All of the visual razzle-dazzle needs a great score to keep pace but, sadly, Michael Giacchino’s efforts aren’t up to snuff. The music sounds like a slightly reworked version of what he turned in for 2009’s Star Trek. The similarities are so striking that I half-expected someone to start intoning "Space, the final frontier…" It’s jarring to be watching one movie and hear music that’s familiar from another one.
For those who care to play along at home, Doctor Strange posits some ideas about the intersection between magic and futuristic science. Many of the concepts about multiple dimensions and time travel are offshoots of current scientific theory and the film makes a case for the idea that any advanced technology will be indistinguishable from magic. Is Doctor Stranger a Sorcerer Supreme or has he merely mastered quantum mechanics on a practical level?

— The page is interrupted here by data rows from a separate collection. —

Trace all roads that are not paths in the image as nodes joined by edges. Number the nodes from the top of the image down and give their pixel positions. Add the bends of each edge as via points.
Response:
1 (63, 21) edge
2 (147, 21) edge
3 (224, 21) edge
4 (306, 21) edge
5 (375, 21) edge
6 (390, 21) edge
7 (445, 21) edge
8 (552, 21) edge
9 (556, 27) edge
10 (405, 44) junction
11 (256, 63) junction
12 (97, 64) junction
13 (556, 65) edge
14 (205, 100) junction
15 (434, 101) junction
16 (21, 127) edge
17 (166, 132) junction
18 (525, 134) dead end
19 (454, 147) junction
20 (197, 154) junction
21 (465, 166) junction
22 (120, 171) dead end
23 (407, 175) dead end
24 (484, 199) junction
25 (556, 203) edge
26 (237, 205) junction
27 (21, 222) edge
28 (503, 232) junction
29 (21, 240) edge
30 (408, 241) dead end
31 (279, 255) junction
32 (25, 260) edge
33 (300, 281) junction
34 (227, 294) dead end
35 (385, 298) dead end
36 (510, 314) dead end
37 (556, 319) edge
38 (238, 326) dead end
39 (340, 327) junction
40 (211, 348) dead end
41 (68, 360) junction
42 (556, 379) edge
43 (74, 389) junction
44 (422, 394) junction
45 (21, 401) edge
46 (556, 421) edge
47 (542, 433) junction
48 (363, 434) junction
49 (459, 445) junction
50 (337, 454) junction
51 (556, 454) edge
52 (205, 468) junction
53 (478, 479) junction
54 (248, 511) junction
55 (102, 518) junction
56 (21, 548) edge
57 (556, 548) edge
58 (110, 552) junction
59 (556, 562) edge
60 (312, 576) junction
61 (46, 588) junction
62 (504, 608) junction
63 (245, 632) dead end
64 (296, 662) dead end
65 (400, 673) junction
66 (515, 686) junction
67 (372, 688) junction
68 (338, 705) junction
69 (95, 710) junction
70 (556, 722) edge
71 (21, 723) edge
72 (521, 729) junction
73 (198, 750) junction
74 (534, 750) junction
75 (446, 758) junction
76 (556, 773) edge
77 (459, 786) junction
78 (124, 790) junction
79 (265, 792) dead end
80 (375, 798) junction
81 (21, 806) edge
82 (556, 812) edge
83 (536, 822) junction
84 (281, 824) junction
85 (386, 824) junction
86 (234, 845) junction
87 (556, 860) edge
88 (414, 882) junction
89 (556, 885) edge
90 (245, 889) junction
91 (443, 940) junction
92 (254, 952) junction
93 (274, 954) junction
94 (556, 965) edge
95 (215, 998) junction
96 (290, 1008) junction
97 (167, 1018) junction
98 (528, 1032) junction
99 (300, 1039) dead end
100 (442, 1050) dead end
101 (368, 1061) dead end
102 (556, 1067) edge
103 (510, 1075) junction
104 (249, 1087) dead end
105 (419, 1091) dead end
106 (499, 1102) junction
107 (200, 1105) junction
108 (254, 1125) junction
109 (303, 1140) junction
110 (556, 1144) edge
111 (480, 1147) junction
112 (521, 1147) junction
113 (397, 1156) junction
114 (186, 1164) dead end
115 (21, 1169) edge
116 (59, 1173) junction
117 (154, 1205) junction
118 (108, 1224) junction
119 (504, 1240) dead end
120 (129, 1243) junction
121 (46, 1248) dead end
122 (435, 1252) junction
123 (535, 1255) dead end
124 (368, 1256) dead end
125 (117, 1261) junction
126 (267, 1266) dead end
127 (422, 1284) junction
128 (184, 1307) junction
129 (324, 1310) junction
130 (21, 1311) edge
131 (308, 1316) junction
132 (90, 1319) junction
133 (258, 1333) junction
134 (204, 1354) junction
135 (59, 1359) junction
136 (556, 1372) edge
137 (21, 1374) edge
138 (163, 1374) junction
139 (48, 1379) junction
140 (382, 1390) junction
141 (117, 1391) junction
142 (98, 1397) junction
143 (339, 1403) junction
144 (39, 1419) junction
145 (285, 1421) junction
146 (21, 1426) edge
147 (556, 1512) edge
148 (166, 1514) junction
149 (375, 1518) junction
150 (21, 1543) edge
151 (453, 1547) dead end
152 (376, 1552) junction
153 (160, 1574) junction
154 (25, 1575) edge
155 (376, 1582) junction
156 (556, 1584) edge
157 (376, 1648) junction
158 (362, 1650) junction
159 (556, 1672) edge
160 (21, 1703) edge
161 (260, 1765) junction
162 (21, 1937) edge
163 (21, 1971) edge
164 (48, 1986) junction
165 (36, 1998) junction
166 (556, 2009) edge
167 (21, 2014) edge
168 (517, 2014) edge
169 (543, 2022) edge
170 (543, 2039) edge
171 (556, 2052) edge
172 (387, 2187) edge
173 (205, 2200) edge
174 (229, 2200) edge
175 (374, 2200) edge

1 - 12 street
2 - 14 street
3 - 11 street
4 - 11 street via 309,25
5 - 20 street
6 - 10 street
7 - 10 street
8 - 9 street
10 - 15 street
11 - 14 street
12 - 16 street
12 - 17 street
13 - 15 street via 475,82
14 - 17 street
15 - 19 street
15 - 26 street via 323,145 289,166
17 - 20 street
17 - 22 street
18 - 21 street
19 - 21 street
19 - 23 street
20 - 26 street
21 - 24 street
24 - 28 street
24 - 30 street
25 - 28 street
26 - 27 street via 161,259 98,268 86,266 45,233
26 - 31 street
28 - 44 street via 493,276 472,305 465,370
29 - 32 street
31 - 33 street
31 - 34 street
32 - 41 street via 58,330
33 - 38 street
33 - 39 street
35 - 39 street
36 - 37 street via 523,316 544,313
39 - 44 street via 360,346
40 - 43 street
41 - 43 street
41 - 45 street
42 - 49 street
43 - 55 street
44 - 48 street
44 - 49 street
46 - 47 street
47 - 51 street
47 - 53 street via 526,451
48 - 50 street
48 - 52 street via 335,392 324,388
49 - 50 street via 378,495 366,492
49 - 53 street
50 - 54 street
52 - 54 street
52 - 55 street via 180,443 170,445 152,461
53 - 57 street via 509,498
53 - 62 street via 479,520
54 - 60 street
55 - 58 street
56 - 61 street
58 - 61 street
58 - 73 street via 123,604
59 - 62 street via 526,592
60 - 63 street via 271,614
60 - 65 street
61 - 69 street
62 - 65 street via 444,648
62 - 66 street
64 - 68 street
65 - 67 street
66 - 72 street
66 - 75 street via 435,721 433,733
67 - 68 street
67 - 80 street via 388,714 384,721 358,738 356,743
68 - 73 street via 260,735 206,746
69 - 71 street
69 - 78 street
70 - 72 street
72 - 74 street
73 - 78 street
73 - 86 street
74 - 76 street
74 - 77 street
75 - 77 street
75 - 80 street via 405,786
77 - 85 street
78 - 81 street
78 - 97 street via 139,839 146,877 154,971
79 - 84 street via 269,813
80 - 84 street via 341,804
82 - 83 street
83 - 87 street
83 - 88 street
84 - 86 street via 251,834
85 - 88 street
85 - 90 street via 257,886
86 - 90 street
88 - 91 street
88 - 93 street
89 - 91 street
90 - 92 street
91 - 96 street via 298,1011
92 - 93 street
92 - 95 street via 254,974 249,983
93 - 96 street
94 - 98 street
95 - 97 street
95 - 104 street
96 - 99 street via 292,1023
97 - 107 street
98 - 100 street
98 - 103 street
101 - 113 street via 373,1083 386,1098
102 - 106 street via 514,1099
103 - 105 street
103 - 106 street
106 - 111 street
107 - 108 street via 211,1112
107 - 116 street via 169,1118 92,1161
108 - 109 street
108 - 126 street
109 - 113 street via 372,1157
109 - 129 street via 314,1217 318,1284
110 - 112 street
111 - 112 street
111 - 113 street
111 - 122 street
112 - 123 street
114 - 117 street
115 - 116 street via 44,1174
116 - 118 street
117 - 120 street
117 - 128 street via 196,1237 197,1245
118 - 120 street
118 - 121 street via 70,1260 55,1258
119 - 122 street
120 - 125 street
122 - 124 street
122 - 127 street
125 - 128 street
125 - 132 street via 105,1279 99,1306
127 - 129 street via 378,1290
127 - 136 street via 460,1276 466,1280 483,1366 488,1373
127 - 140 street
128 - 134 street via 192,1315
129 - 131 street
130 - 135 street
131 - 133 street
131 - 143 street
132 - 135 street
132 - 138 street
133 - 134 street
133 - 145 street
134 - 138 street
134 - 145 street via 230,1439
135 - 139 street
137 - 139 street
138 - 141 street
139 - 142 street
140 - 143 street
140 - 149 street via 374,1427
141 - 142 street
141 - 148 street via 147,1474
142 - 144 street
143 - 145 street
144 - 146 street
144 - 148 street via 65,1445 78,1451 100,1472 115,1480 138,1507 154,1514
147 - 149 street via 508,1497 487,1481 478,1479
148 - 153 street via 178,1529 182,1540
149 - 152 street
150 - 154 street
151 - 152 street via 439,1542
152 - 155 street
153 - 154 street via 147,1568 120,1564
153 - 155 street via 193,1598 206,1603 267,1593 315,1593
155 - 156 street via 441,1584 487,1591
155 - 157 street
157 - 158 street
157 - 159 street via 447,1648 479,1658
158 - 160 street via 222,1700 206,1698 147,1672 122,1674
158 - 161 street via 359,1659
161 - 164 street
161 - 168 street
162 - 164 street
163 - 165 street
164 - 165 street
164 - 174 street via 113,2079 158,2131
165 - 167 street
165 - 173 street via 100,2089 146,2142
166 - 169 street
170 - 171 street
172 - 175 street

Apparently, Derrickson has a deep and abiding love for the character of Doctor Strange and it shows in his treatment. Although this falls far from the 2016 superhero pinnacle established by Deadpool, it’s a significant step up from the two Warner/DC debacles and even Captain America: Civil War. The film understands when it’s necessary to get serious but also contains comedic bits that aren’t forced or artificial. The Avengers are referenced, but they are mostly absent from the movie, allowing Doctor Strange to evolve without their interference. Finally, although the comic book tropes are all in place, the acting, tone, and visual effects keep them from becoming tedious. This is yet another solid building block in the foundation to Marvel’s ever-expanding superhero fortress.